- Exercise objective -
Check every line of the data for the word "Yusuf", and copy those that have it.

- Collected data -
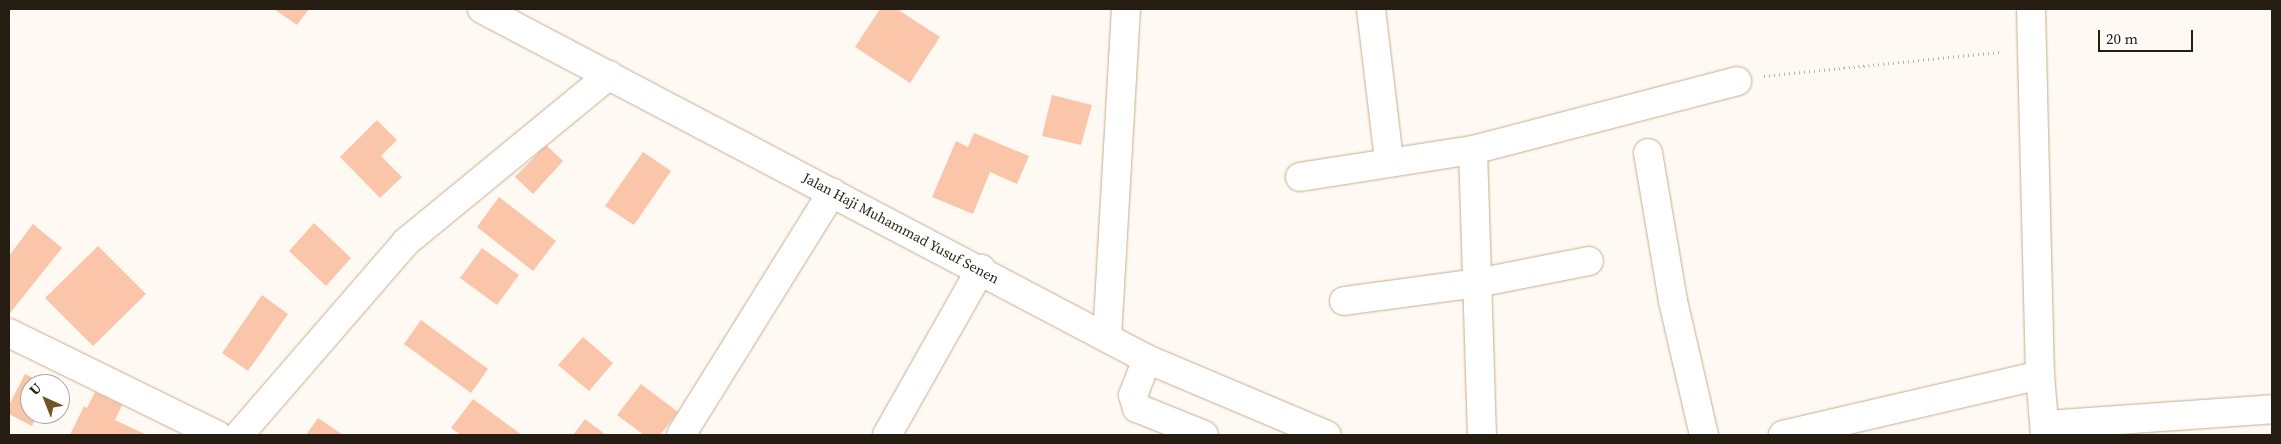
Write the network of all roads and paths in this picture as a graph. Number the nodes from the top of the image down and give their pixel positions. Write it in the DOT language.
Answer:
graph roads {
  1 [pos="482,9"];
  2 [pos="1126,9"];
  3 [pos="1371,9"];
  4 [pos="2031,9"];
  5 [pos="2032,49"];
  6 [pos="609,75"];
  7 [pos="1737,81"];
  8 [pos="1473,150"];
  9 [pos="1648,153"];
  10 [pos="1389,160"];
  11 [pos="1300,176"];
  12 [pos="832,192"];
  13 [pos="1589,261"];
  14 [pos="981,269"];
  15 [pos="1477,283"];
  16 [pos="1344,301"];
  17 [pos="9,333"];
  18 [pos="1106,338"];
  19 [pos="1147,360"];
  20 [pos="2040,374"];
  21 [pos="2272,409"];
  22 [pos="2045,430"];
  23 [pos="217,435"];
  24 [pos="239,435"];
  25 [pos="681,435"];
  26 [pos="887,435"];
  27 [pos="1204,435"];
  28 [pos="1327,435"];
  29 [pos="1482,435"];
  30 [pos="1704,435"];
  31 [pos="1782,435"];
  1 -- 6 [label="street, Jalan Haji Muhammad Yusuf Senen"];
  2 -- 18 [label="street"];
  3 -- 10 [label="street"];
  4 -- 5 [label="street"];
  5 -- 7 [label="path"];
  5 -- 20 [label="street"];
  6 -- 12 [label="street, Jalan Haji Muhammad Yusuf Senen"];
  6 -- 24 [label="street"];
  7 -- 8 [label="street"];
  8 -- 10 [label="street"];
  8 -- 15 [label="street"];
  9 -- 30 [label="street"];
  10 -- 11 [label="street"];
  12 -- 14 [label="street, Jalan Haji Muhammad Yusuf Senen"];
  12 -- 25 [label="street"];
  13 -- 15 [label="street"];
  14 -- 18 [label="street, Jalan Haji Muhammad Yusuf Senen"];
  14 -- 26 [label="street"];
  15 -- 16 [label="street"];
  15 -- 29 [label="street"];
  17 -- 23 [label="street"];
  18 -- 19 [label="street, Jalan Haji Muhammad Yusuf Senen"];
  19 -- 27 [label="street"];
  19 -- 28 [label="street, Jalan Haji Muhammad Yusuf Senen"];
  20 -- 22 [label="street"];
  20 -- 31 [label="street"];
  21 -- 22 [label="street"];
}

- Task output -
  1 -- 6 [label="street, Jalan Haji Muhammad Yusuf Senen"];
  6 -- 12 [label="street, Jalan Haji Muhammad Yusuf Senen"];
  12 -- 14 [label="street, Jalan Haji Muhammad Yusuf Senen"];
  14 -- 18 [label="street, Jalan Haji Muhammad Yusuf Senen"];
  18 -- 19 [label="street, Jalan Haji Muhammad Yusuf Senen"];
  19 -- 28 [label="street, Jalan Haji Muhammad Yusuf Senen"];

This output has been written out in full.